* **WORK REQUEST**
Nothing should differ. Repeat every record as written.

Stored items:
::::::::::

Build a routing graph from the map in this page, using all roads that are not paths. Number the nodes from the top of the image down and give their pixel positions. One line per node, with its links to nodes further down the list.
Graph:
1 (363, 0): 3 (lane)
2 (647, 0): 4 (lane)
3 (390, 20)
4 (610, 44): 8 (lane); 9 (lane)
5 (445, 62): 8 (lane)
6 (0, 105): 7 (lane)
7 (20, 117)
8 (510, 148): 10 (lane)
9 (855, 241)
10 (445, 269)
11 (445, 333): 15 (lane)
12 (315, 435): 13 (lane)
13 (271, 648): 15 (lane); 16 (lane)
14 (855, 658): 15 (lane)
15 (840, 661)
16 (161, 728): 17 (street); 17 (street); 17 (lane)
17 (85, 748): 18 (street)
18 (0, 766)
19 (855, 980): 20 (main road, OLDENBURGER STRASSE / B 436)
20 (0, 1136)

::::::::::

* **YOUR SOLUTION**
Build a routing graph from the map in this page, using all roads that are not paths. Number the nodes from the top of the image down and give their pixel positions. One line per node, with its links to nodes further down the list.
Graph:
1 (363, 0): 3 (lane)
2 (647, 0): 4 (lane)
3 (390, 20)
4 (610, 44): 8 (lane); 9 (lane)
5 (445, 62): 8 (lane)
6 (0, 105): 7 (lane)
7 (20, 117)
8 (510, 148): 10 (lane)
9 (855, 241)
10 (445, 269)
11 (445, 333): 15 (lane)
12 (315, 435): 13 (lane)
13 (271, 648): 15 (lane); 16 (lane)
14 (855, 658): 15 (lane)
15 (840, 661)
16 (161, 728): 17 (street); 17 (street); 17 (lane)
17 (85, 748): 18 (street)
18 (0, 766)
19 (855, 980): 20 (main road, OLDENBURGER STRASSE / B 436)
20 (0, 1136)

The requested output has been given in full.